Un sportif doit progresser à chaque entrainement qu’il soit fatigué ou pas, qu’il pleuve ou qu’il vente, il faut avancer. Nous sommes conditionnés comme ça. La survie de notre carrière dépend de cette nécessité à toujours faire mieux le lendemain que le jour précédent. Un joueur moins bon, qui régresse ou qui n’est pas concentré, ne joue pas ; si on ne joue pas alors la carrière est remise en question.

 Chaque athlète a une vie intéressante et un parcours loin d’être linéaire. C’est inspirant. Ensuite il y a toute cette expertise dans la recherche de la performance, la motivation, le self-control, le travail en équipe, en apportant des choses différentes sans doute que des personnes qui n'ont évolué que dans le milieu de l’entreprise. Il y a une vraie valeur ajoutée.

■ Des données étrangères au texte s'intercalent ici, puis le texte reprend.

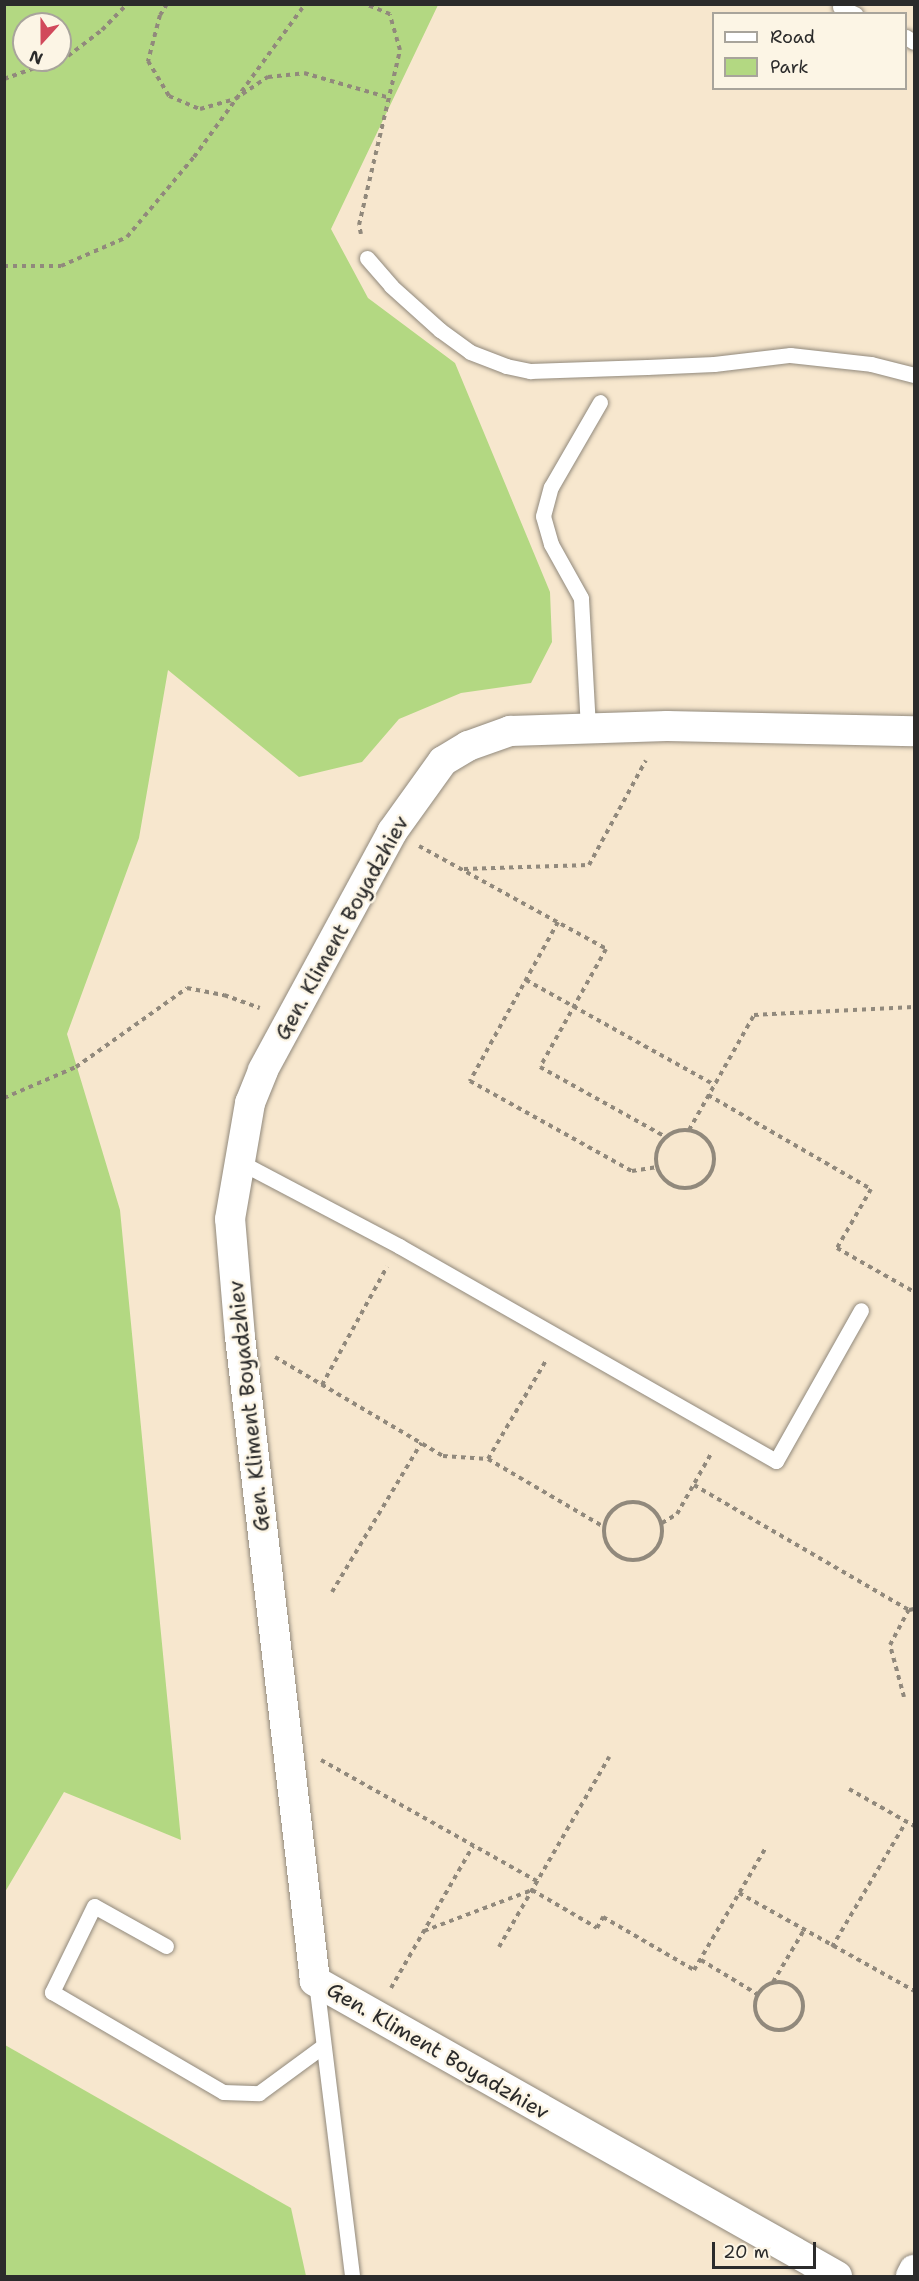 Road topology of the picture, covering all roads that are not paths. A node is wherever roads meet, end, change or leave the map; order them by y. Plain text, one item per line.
1 (367, 258) road end
2 (915, 375) edge
3 (600, 402) dead end
4 (588, 728) junction
5 (915, 731) edge
6 (238, 1161) junction
7 (861, 1310) dead end
8 (166, 1946) dead end
9 (315, 1980) junction
10 (323, 2046) junction
11 (915, 2270) edge
12 (352, 2277) edge
13 (837, 2277) edge
14 (911, 2277) edge

1 - 2 lane
3 - 4 lane
4 - 5 street, Gen. Kliment Boyadzhiev
4 - 6 street, Gen. Kliment Boyadzhiev
6 - 7 lane
6 - 9 street, Gen. Kliment Boyadzhiev
8 - 10 lane
9 - 10 lane
9 - 13 street, Gen. Kliment Boyadzhiev
10 - 12 lane
11 - 14 street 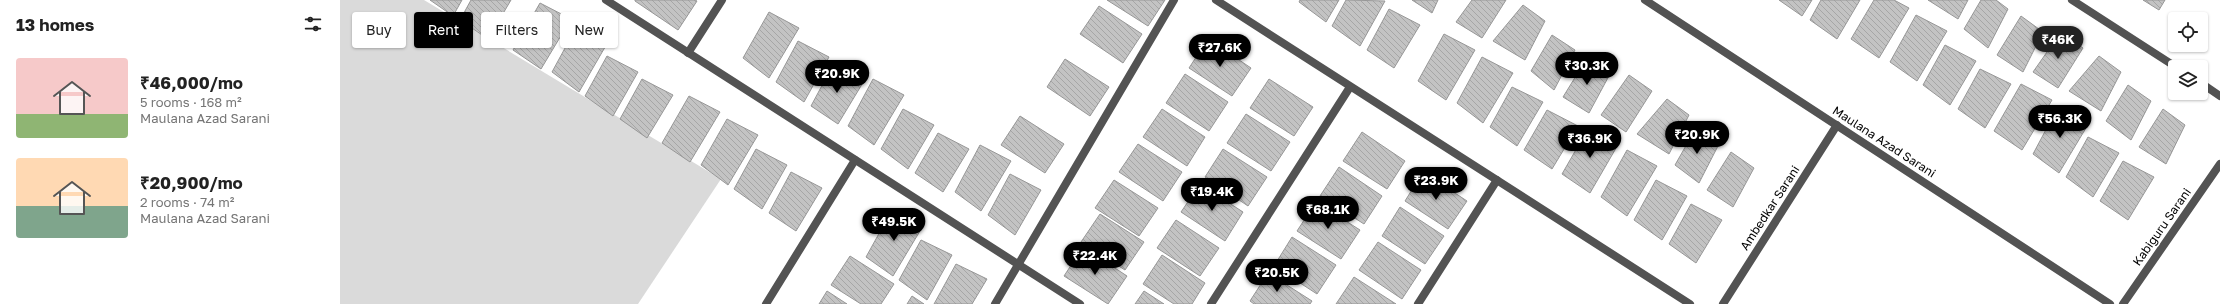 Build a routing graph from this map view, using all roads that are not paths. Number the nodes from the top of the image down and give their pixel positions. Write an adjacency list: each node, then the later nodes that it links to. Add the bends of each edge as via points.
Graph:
1 (606, 0): 7 (street)
2 (722, 0): 7 (street)
3 (1174, 0): 16 (street)
4 (1216, 0): 9 (street)
5 (1645, 0): 12 (street, Maulana Azad Sarani)
6 (2072, 0): 8 (street)
7 (688, 53): 13 (street)
8 (2168, 62)
9 (1350, 87): 15 (street); 20 (street)
10 (2208, 88): 11 (street)
11 (2220, 96)
12 (1837, 125): 23 (street, Ambedkar Sarani); 24 (street, Maulana Azad Sarani)
13 (855, 160): 16 (street); 17 (street)
14 (2220, 164): 25 (street, Kabiguru Sarani)
15 (1497, 180): 21 (street); 22 (street)
16 (1020, 265): 18 (street); 19 (street)
17 (766, 304)
18 (995, 304)
19 (1080, 304)
20 (1211, 304)
21 (1418, 304)
22 (1690, 304)
23 (1723, 304)
24 (2110, 304)
25 (2123, 304) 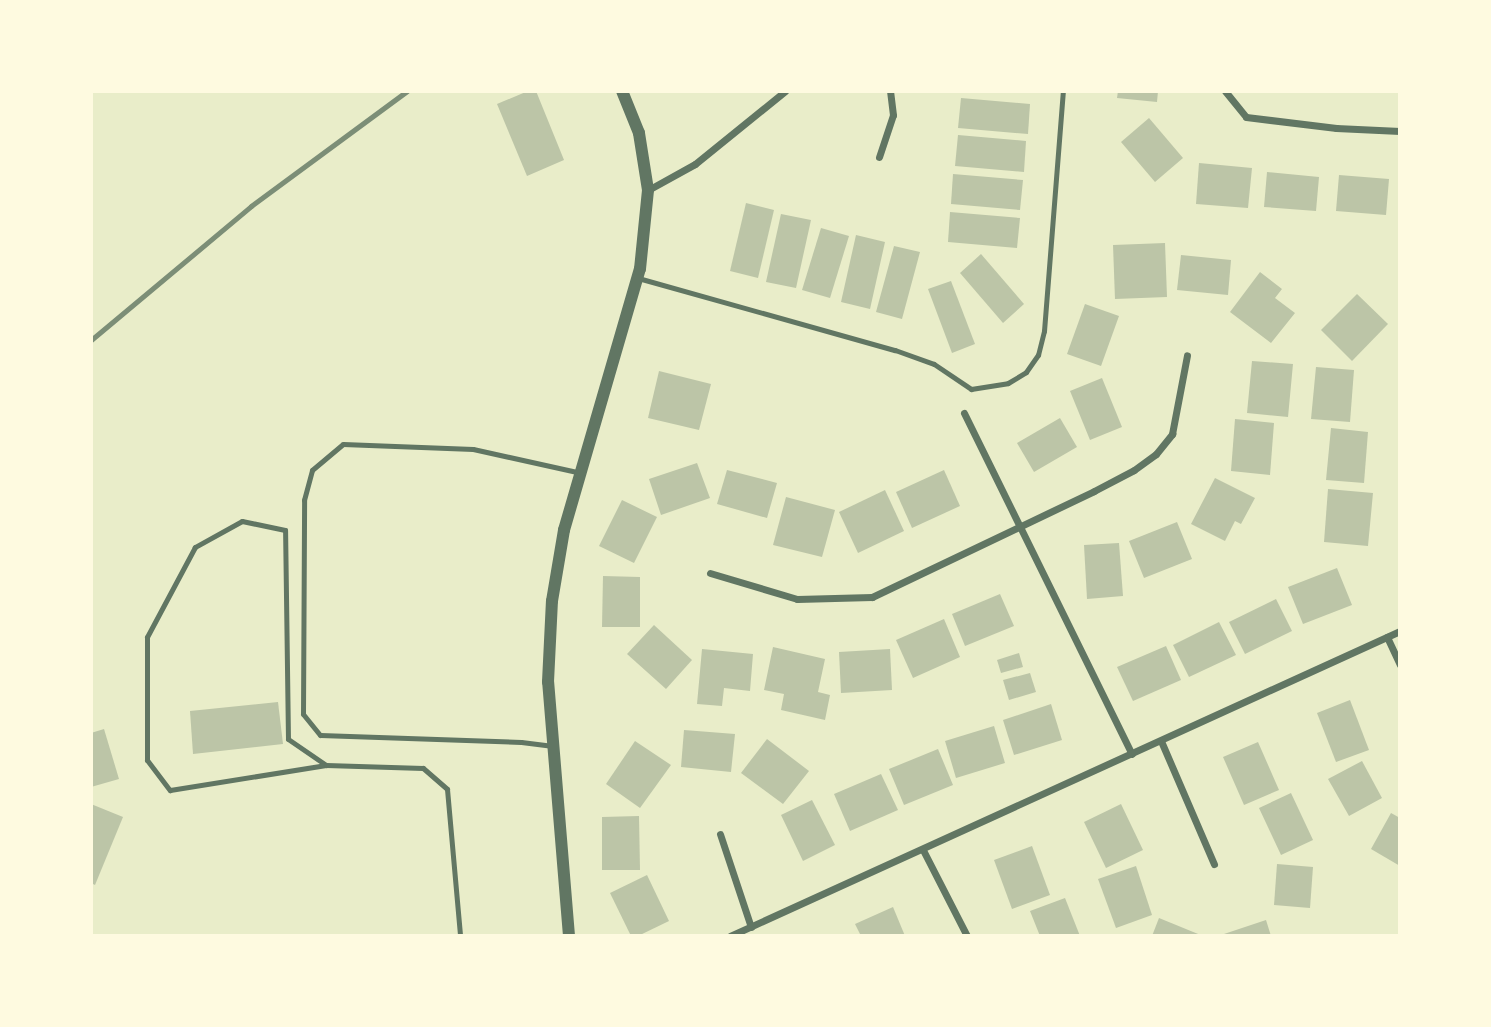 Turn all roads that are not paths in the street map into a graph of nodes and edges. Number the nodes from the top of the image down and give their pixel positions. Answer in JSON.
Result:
{"nodes":[{"id":1,"x":622,"y":91,"type":"edge"},
{"id":2,"x":785,"y":91,"type":"edge"},
{"id":3,"x":890,"y":91,"type":"edge"},
{"id":4,"x":1063,"y":91,"type":"edge"},
{"id":5,"x":1225,"y":91,"type":"edge"},
{"id":6,"x":1400,"y":131,"type":"edge"},
{"id":7,"x":879,"y":157,"type":"dead end"},
{"id":8,"x":648,"y":190,"type":"junction"},
{"id":9,"x":638,"y":278,"type":"junction"},
{"id":10,"x":1187,"y":355,"type":"dead end"},
{"id":11,"x":964,"y":413,"type":"dead end"},
{"id":12,"x":581,"y":473,"type":"junction"},
{"id":13,"x":1021,"y":525,"type":"junction"},
{"id":14,"x":710,"y":573,"type":"dead end"},
{"id":15,"x":1400,"y":631,"type":"edge"},
{"id":16,"x":1387,"y":637,"type":"junction"},
{"id":17,"x":1400,"y":665,"type":"edge"},
{"id":18,"x":1161,"y":741,"type":"junction"},
{"id":19,"x":553,"y":746,"type":"junction"},
{"id":20,"x":1132,"y":754,"type":"junction"},
{"id":21,"x":326,"y":765,"type":"junction"},
{"id":22,"x":720,"y":834,"type":"dead end"},
{"id":23,"x":923,"y":850,"type":"junction"},
{"id":24,"x":1214,"y":864,"type":"dead end"},
{"id":25,"x":751,"y":927,"type":"junction"},
{"id":26,"x":460,"y":936,"type":"edge"},
{"id":27,"x":569,"y":936,"type":"edge"},
{"id":28,"x":730,"y":936,"type":"edge"},
{"id":29,"x":967,"y":936,"type":"edge"}],
"edges":[{"from":1,"to":8,"type":"street"},
{"from":2,"to":8,"type":"street"},
{"from":3,"to":7,"type":"street"},
{"from":4,"to":9,"type":"lane"},
{"from":5,"to":6,"type":"street"},
{"from":8,"to":9,"type":"street"},
{"from":9,"to":12,"type":"street"},
{"from":10,"to":13,"type":"street"},
{"from":11,"to":13,"type":"street"},
{"from":12,"to":19,"type":"street"},
{"from":12,"to":19,"type":"lane"},
{"from":13,"to":14,"type":"street"},
{"from":13,"to":20,"type":"street"},
{"from":15,"to":16,"type":"street"},
{"from":16,"to":17,"type":"street"},
{"from":16,"to":18,"type":"street"},
{"from":18,"to":20,"type":"street"},
{"from":18,"to":24,"type":"street"},
{"from":19,"to":27,"type":"street"},
{"from":20,"to":23,"type":"street"},
{"from":21,"to":21,"type":"lane"},
{"from":21,"to":26,"type":"lane"},
{"from":22,"to":25,"type":"street"},
{"from":23,"to":25,"type":"street"},
{"from":23,"to":29,"type":"street"},
{"from":25,"to":28,"type":"street"}]}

DES ÉCHANGES BÉNÉFIQUES POUR TOUT LE MONDE

Nous voyons cependant de plus en plus d’anciens sportifs intervenir dans le monde de l’entreprise en tant que coach ou conférencier. Avant tout, ils apportent une histoire atypique. Chaque athlète a une vie intéressante et un parcours loin d’être linéaire. C’est inspirant. Ensuite il y a toute cette expertise dans la recherche de la performance, la motivation, le self-control, le travail en équipe, en apportant des choses différentes sans doute que des personnes qui n’ont évolué que dans le milieu de l’entreprise. Il y a une vraie valeur ajoutée.

Pour moi l’être humain a vraiment tout à gagner, à se mélanger et à échanger. Cela implique des interactivités inter-milieux.

Durant ces trois ans, je me suis vraiment épanoui dans mes nouvelles fonctions. J’ai pu mêler mon expertise du milieu sportif sur certains projets sur lesquels j’ai travaillé, dont le rachat des Girondins de Bordeaux, l’ouverture du capital du RC Toulon ou l’accompagnement de la Ligue Nationale de Rugby. Je suis à la tête de la branche sport-conseil de KPMG, que je développe depuis trois années. J’ai donc beaucoup appris, et j’ai notamment découvert la surface immergée du business dans le sport.

Aujourd’hui, un projet qui me plairait vraiment serait d’accompagner une personne visionnaire, dans la reprise d’un très grand club ou d’un club modeste avec l’ambition de le rendre majeur dans le rugby ou le football, et d’arriver à atteindre l’ambitieux objectif fixé.

Ma carrière de rugbyman ne me manque pas. J’en suis très content, j’ai vécu des choses formidables, mais c’est très éprouvant, au niveau physique avec le rythme, les coups qu’on prend, et mentalement avec la pression qui s’accroit sur les joueurs ces dernières années.

C’est aussi le fait que je m’épanouis actuellement en fusions-acquisitions et que je prenne tout autant de plaisir à me lever chaque matin pour aller au travail.